● **What is required**
Across the entries that follow, count the lines with the string "canvas" and reply with that count alone.

● **Source data**

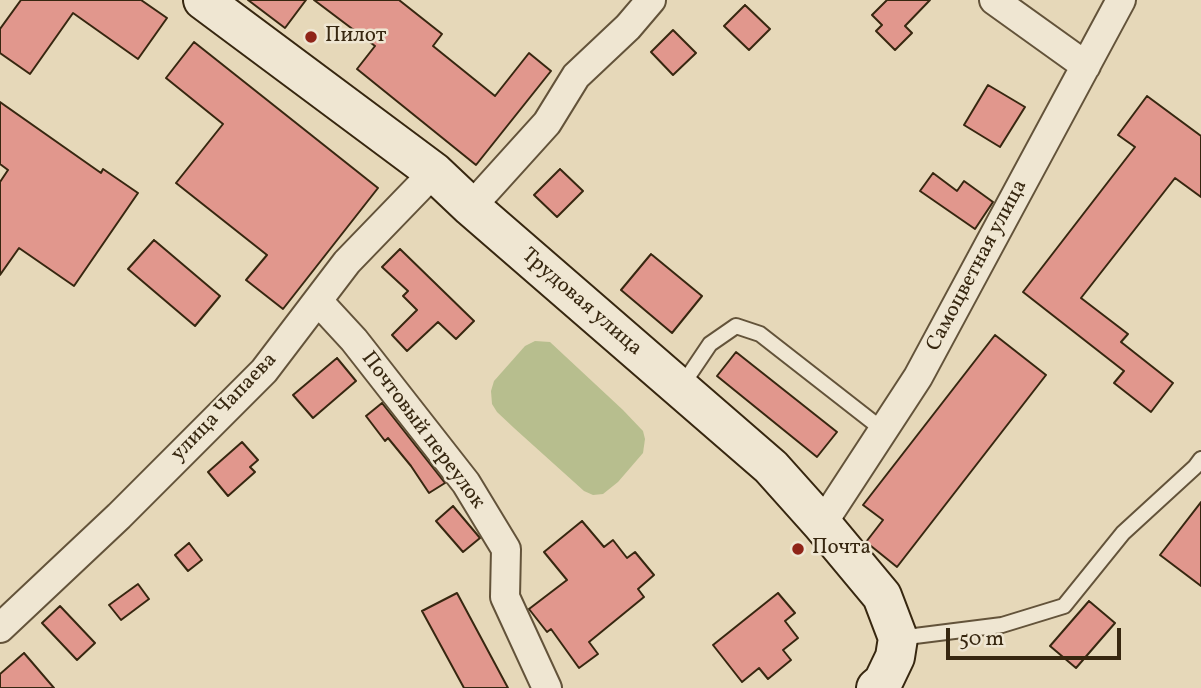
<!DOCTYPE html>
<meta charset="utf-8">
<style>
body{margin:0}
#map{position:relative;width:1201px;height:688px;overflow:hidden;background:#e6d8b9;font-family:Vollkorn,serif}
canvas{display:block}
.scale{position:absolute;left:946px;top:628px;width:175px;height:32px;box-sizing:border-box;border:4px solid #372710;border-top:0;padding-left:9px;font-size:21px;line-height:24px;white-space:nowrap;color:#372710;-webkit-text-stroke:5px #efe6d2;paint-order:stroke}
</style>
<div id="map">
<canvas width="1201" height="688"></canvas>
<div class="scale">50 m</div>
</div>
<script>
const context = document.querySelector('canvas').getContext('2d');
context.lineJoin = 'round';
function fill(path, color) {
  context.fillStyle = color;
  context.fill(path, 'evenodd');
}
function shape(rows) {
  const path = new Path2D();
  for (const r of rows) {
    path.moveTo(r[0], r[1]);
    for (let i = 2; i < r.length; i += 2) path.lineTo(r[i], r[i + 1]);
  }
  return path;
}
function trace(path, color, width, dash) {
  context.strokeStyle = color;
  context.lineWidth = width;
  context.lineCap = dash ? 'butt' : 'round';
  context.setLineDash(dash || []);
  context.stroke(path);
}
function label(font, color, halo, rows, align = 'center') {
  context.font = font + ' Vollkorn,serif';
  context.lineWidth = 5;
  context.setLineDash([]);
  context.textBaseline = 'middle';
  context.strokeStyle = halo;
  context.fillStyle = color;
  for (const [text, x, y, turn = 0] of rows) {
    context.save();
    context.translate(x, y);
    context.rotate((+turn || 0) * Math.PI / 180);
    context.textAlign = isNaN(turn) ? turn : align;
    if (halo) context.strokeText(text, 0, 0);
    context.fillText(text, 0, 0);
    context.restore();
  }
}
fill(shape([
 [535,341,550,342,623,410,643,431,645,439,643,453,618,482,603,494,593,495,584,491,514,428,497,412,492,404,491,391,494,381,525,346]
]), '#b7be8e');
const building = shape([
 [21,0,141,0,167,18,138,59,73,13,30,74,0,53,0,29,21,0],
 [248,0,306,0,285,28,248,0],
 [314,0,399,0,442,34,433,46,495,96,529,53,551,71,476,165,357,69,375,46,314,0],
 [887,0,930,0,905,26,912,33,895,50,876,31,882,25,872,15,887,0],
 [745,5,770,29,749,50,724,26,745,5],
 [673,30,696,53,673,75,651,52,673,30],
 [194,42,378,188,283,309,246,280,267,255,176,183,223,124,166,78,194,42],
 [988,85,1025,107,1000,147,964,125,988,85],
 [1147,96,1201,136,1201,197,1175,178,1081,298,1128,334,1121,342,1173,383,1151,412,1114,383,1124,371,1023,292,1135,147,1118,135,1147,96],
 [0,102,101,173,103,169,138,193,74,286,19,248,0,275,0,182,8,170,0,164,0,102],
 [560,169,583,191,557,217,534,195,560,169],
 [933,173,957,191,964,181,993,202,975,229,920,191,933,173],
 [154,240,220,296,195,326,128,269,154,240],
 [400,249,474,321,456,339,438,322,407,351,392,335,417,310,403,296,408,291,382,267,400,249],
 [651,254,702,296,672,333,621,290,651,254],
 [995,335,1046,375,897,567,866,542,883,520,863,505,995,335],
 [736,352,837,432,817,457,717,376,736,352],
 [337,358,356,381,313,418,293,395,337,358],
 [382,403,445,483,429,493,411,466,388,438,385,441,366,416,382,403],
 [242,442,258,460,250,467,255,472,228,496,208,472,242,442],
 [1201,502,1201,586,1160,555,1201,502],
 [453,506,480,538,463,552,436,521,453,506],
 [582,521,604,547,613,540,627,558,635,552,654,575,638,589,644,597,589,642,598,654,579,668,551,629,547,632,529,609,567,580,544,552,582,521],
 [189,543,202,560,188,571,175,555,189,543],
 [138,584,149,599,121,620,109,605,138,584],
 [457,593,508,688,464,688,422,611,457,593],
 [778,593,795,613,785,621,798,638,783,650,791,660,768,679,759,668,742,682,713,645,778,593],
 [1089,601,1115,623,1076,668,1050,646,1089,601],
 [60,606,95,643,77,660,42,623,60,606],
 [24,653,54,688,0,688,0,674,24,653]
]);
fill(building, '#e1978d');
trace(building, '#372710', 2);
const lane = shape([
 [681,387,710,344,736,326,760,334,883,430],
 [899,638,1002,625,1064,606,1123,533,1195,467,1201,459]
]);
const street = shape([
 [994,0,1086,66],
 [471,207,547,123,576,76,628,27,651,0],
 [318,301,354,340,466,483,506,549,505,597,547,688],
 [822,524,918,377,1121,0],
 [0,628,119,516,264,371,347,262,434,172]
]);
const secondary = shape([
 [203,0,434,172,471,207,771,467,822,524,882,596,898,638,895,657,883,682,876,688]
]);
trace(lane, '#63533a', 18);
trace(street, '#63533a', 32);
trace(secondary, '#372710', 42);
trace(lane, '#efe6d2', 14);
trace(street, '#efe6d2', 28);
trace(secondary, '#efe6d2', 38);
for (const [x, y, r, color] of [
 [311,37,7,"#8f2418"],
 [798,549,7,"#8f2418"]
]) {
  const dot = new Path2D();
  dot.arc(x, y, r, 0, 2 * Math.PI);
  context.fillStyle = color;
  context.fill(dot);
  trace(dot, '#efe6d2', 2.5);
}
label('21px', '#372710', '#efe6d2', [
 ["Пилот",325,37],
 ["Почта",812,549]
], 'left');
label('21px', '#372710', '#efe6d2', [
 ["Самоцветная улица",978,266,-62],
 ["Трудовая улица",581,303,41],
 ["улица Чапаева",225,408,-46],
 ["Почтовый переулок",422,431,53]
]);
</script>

● **Solved exercise**
3